Monday, Aug. 18, 1947

Mass v. Merit

The teachers of Philadelphia's Central High School had stood about all they could stand. "Students come to us," they angrily wrote the Board of Education, "without fundamental skills. They cannot read simple verse, or a prose paragraph in history and get the sense. They falter in simple arithmetical processes. . . ." The reason, said the teachers, was that "students assume they will be promoted without study."

Carefully Ignored. The Central High report, written seven years ago, had been carefully ignored. Philadelphia kept to its policy of promoting all pupils in its public-school classes, regardless of whether they had made the grade. Purpose: to keep backward students in their own age groups. Result: the dullards retarded the whole class; teaching was geared to the lowest instead of the highest common intelligence.

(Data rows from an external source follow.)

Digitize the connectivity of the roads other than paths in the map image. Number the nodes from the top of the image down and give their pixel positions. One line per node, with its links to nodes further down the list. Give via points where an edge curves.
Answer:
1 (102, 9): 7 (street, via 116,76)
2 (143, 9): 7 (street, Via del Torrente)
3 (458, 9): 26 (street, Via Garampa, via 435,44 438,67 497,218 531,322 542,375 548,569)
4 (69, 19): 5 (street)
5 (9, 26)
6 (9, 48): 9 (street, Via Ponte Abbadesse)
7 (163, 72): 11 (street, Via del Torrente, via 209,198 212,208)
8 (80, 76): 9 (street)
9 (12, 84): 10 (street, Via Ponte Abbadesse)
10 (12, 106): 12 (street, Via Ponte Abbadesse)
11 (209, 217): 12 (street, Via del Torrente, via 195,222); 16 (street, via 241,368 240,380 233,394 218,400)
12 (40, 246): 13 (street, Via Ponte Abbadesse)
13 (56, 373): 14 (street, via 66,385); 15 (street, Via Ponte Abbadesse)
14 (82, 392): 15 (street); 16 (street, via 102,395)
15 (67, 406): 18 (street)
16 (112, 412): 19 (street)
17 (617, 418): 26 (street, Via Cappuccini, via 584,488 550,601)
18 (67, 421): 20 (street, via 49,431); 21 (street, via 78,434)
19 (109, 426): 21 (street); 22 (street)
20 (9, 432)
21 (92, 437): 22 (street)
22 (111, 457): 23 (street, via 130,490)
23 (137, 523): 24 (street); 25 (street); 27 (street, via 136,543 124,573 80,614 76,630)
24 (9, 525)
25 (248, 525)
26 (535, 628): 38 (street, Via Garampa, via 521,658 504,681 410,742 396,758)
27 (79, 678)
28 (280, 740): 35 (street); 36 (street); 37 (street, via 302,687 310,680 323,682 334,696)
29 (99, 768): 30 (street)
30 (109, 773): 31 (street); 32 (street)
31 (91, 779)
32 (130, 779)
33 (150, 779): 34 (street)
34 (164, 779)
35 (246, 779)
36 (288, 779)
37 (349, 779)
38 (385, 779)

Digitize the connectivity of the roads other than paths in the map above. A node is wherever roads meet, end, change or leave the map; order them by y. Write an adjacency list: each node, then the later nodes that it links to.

Last spring, in a directive to all principals, the School Board of Superintendents reasserted the city's mass-promotion policy. Immediately, all 144 faculty members of the Olney High School rose up in protest. "The directive," they declared, "implies that every pupil is to be advanced from grade to grade, regardless of attendance, behavior, or ability. The chief criterion is to be chronological age. Pupils having been exposed to this 'something-for-nothing' policy . . . will be unprepared to meet real life. . . ." Emboldened, 14 of the city's 16 high schools joined the battle. Individual teachers began to pepper the newspapers with a spatter of angry letters.

"Something Wrong." As long as he could, School Superintendent Alexander J. Stoddard kept mum. The issue was a "family matter," he insisted, and not one for public debate. To his surprise, parents of public-school pupils also began to write letters to newspapers. In a special poll, the Bulletin found that a thumping majority of them wanted to abolish the mass-promotion system. Said the 1,000 members of the Big Four Fathers' Association: "We've felt for a long time there was something wrong with the school system. Now, someone has put his finger on it." The Mothers' Discussion Group agreed.

Reluctantly, Superintendent Stoddard decided that the "family matter" was one which concerned every family in Philadelphia. Though he firmly believed in the old policy ("I have seen many a boy and girl wrecked by being held back in school"), he appointed a subcommittee of the Board of Education to investigate, ordered a public hearing.

For weeks, teachers and parents jammed the hearings--scolding, threatening, protesting. Some proposed establishing remedial schools. Some demanded special teachers to take care of dullards. Almost all insisted on merit promotions. Cried one principal: "Teachers with backward children in their classes are simply custodial agents for morons, until they can be passed on to a higher grade."

Last week, the harried subcommittee began working on a new plan to give Philadelphians what they wanted.